## SUPPLIED DATA
== Segment start ==

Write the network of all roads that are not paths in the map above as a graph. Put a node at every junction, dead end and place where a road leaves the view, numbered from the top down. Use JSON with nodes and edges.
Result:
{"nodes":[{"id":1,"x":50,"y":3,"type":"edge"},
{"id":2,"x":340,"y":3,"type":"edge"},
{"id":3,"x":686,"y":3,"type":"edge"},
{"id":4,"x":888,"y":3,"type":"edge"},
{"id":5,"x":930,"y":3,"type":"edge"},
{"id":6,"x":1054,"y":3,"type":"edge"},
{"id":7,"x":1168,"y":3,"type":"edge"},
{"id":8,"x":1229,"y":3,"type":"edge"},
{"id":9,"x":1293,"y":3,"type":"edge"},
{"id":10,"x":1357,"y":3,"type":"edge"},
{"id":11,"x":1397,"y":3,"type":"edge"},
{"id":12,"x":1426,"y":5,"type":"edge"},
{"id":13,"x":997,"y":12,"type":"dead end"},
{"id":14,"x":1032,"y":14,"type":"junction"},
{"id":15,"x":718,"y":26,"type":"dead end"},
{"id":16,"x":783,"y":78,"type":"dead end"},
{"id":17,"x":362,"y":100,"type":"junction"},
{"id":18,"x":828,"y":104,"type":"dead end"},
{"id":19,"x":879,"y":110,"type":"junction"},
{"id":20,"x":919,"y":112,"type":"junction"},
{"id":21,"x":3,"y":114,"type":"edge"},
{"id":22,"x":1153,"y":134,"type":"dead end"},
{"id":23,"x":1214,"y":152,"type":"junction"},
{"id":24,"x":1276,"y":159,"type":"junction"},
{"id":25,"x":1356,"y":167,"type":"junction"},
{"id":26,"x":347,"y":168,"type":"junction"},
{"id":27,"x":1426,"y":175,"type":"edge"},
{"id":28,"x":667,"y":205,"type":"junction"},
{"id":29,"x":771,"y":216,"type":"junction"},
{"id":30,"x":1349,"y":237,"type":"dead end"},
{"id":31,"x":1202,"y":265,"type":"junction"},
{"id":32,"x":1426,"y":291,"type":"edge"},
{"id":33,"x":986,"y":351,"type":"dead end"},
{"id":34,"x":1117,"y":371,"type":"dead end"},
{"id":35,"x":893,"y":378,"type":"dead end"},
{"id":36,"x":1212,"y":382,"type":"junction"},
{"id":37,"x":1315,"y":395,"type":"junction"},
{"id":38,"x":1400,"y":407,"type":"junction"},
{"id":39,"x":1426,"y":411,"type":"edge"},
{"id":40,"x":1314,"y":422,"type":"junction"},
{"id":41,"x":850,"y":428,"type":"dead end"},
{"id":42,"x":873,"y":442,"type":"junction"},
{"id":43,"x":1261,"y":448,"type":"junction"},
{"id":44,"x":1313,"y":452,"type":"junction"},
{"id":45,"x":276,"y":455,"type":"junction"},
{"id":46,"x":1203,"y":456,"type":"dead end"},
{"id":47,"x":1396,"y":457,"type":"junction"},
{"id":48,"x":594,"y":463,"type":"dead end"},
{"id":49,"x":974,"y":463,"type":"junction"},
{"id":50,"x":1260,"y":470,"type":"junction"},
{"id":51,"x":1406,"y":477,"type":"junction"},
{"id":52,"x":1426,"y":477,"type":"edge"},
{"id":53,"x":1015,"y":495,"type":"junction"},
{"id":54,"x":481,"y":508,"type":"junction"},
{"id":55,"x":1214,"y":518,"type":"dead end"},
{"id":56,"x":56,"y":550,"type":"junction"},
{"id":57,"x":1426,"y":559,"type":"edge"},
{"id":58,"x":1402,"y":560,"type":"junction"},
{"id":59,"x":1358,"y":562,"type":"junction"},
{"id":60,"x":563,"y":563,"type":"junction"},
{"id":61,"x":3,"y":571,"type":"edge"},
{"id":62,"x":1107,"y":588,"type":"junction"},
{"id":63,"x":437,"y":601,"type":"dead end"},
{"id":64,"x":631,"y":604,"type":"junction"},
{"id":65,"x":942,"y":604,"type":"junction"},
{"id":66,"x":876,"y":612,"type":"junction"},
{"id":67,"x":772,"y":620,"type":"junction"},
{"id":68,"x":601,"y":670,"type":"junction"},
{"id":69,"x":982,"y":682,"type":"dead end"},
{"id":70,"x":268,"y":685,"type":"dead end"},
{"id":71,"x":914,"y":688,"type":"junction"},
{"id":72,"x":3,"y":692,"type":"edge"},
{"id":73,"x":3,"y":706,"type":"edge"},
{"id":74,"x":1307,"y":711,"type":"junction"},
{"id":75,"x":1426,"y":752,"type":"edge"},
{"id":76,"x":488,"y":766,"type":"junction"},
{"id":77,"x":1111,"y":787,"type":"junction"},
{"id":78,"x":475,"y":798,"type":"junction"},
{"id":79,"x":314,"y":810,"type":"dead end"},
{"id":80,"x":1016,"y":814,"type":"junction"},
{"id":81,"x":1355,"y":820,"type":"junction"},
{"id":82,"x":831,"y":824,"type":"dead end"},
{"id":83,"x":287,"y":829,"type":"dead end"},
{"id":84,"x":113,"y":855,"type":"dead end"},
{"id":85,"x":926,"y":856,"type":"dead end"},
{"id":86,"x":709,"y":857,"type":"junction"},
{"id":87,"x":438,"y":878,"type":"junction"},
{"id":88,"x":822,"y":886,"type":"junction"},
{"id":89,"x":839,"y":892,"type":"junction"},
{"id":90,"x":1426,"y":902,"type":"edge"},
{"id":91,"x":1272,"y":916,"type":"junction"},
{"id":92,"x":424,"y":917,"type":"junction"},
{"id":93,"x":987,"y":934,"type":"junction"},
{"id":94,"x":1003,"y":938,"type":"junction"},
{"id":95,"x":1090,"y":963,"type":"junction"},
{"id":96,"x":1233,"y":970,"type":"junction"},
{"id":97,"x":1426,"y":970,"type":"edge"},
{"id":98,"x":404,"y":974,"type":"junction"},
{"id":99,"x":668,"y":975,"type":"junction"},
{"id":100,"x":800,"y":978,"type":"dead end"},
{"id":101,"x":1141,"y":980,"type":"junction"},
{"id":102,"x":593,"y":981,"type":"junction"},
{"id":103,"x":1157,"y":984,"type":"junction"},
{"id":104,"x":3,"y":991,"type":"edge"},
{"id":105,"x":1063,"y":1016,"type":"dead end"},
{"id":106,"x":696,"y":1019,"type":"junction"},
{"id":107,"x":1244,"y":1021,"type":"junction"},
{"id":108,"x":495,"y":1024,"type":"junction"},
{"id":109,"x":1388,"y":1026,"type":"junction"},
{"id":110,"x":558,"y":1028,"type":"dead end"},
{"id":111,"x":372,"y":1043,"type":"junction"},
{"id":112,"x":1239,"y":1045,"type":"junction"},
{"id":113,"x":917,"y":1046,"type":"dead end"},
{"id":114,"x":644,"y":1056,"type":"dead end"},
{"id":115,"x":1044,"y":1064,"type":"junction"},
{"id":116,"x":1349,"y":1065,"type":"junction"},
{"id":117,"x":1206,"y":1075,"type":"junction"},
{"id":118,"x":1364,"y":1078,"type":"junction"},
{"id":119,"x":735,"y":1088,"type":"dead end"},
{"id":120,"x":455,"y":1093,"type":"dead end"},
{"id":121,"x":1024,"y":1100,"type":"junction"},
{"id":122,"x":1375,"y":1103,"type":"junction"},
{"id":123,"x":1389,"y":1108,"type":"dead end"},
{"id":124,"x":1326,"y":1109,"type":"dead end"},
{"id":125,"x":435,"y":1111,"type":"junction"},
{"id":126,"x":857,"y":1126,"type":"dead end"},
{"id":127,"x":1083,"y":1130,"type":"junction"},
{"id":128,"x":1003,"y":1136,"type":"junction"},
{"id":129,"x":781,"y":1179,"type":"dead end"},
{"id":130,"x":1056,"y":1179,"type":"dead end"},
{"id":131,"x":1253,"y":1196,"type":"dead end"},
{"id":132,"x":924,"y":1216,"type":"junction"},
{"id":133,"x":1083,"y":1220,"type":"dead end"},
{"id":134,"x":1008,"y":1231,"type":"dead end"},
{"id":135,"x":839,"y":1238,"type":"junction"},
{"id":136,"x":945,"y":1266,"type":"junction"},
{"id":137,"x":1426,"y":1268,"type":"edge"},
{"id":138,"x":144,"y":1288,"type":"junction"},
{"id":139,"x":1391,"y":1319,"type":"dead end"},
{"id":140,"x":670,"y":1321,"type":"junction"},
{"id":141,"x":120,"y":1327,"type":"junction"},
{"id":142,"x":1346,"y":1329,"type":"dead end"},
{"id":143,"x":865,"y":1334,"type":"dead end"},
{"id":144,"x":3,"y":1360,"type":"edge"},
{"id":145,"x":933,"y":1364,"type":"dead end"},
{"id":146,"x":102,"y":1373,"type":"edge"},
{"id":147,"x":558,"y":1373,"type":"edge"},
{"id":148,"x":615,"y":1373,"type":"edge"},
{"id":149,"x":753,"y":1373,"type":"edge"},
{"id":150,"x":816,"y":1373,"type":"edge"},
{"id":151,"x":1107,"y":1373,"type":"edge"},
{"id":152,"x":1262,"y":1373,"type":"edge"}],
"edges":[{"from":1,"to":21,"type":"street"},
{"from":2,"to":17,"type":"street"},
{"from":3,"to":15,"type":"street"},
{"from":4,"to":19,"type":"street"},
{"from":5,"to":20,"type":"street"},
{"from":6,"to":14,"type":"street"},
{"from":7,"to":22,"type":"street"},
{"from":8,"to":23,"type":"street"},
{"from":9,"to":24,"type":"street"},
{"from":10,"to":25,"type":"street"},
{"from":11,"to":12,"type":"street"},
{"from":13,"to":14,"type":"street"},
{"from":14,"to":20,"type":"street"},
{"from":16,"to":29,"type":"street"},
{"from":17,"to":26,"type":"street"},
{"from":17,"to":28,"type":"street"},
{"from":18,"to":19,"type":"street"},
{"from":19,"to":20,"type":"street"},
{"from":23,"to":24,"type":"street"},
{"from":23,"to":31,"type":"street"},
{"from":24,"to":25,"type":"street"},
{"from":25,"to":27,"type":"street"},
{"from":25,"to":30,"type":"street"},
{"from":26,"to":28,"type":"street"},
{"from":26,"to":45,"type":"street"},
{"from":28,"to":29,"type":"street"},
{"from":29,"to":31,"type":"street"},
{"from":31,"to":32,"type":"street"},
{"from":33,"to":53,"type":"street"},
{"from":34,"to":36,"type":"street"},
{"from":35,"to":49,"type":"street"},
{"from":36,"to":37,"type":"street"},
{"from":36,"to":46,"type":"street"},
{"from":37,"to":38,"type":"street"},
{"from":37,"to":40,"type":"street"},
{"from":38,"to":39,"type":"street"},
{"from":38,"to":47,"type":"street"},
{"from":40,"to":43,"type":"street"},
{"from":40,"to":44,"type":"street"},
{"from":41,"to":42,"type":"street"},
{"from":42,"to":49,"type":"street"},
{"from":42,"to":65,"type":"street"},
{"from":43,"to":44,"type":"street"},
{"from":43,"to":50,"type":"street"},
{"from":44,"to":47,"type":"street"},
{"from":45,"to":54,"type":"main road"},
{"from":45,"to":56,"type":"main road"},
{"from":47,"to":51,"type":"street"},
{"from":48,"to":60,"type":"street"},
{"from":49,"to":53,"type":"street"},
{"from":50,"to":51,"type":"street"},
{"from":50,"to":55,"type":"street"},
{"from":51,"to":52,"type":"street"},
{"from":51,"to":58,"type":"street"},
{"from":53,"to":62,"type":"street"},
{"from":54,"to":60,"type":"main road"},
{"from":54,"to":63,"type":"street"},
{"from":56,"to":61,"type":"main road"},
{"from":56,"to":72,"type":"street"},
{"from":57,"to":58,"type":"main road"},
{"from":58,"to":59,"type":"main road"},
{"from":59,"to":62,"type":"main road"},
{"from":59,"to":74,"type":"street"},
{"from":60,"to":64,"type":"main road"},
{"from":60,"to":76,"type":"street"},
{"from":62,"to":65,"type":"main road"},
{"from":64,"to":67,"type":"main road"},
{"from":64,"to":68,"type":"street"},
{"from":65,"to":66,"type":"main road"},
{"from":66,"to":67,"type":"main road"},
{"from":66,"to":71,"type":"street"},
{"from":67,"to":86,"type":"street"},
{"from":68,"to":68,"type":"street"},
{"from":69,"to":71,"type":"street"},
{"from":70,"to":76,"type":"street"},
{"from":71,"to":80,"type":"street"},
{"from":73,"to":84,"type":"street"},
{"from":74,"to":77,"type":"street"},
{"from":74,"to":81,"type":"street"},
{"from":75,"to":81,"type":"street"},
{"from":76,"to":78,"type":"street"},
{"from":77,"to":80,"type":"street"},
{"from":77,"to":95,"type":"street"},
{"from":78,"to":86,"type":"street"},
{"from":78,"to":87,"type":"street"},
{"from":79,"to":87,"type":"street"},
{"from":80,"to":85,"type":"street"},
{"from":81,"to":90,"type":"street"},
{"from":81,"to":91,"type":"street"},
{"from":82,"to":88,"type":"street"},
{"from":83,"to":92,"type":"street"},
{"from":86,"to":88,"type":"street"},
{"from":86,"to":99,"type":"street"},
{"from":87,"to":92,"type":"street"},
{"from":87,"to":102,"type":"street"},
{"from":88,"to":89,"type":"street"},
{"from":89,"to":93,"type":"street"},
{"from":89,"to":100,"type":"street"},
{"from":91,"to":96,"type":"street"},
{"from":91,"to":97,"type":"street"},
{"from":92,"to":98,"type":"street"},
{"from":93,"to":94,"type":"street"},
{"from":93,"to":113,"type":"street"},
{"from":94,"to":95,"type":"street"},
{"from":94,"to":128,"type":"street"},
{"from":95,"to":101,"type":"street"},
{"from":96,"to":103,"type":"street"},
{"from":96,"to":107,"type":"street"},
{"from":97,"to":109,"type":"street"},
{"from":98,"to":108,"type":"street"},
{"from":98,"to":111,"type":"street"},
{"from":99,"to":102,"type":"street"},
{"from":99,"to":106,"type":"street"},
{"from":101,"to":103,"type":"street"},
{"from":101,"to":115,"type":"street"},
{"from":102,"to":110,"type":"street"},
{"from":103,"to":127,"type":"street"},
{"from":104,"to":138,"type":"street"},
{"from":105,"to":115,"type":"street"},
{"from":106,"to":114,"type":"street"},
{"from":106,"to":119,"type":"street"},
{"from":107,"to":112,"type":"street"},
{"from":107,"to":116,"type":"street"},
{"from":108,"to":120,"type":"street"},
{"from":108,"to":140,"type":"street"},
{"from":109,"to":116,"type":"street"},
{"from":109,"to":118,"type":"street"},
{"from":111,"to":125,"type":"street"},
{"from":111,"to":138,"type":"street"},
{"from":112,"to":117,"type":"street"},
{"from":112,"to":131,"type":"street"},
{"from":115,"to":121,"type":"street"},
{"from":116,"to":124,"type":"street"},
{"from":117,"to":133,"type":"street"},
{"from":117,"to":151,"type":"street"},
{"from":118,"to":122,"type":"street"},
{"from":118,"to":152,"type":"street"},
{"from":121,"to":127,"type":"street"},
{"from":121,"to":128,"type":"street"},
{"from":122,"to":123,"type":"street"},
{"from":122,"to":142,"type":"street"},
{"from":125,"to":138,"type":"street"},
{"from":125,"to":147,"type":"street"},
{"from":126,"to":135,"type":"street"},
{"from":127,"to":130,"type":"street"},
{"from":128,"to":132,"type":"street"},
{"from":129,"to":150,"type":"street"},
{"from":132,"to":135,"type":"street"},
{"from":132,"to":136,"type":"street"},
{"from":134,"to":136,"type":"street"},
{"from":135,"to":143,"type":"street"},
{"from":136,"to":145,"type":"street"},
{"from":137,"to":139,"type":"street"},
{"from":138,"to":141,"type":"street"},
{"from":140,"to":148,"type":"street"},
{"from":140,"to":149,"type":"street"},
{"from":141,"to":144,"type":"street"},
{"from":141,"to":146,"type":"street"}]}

== Segment end ==

## THE PROBLEM
Pull out all lines containing the word "edges" from the entries above.

## SOLVED EXERCISE
Write the network of all roads that are not paths in the map above as a graph. Put a node at every junction, dead end and place where a road leaves the view, numbered from the top down. Use JSON with nodes and edges.
"edges":[{"from":1,"to":21,"type":"street"},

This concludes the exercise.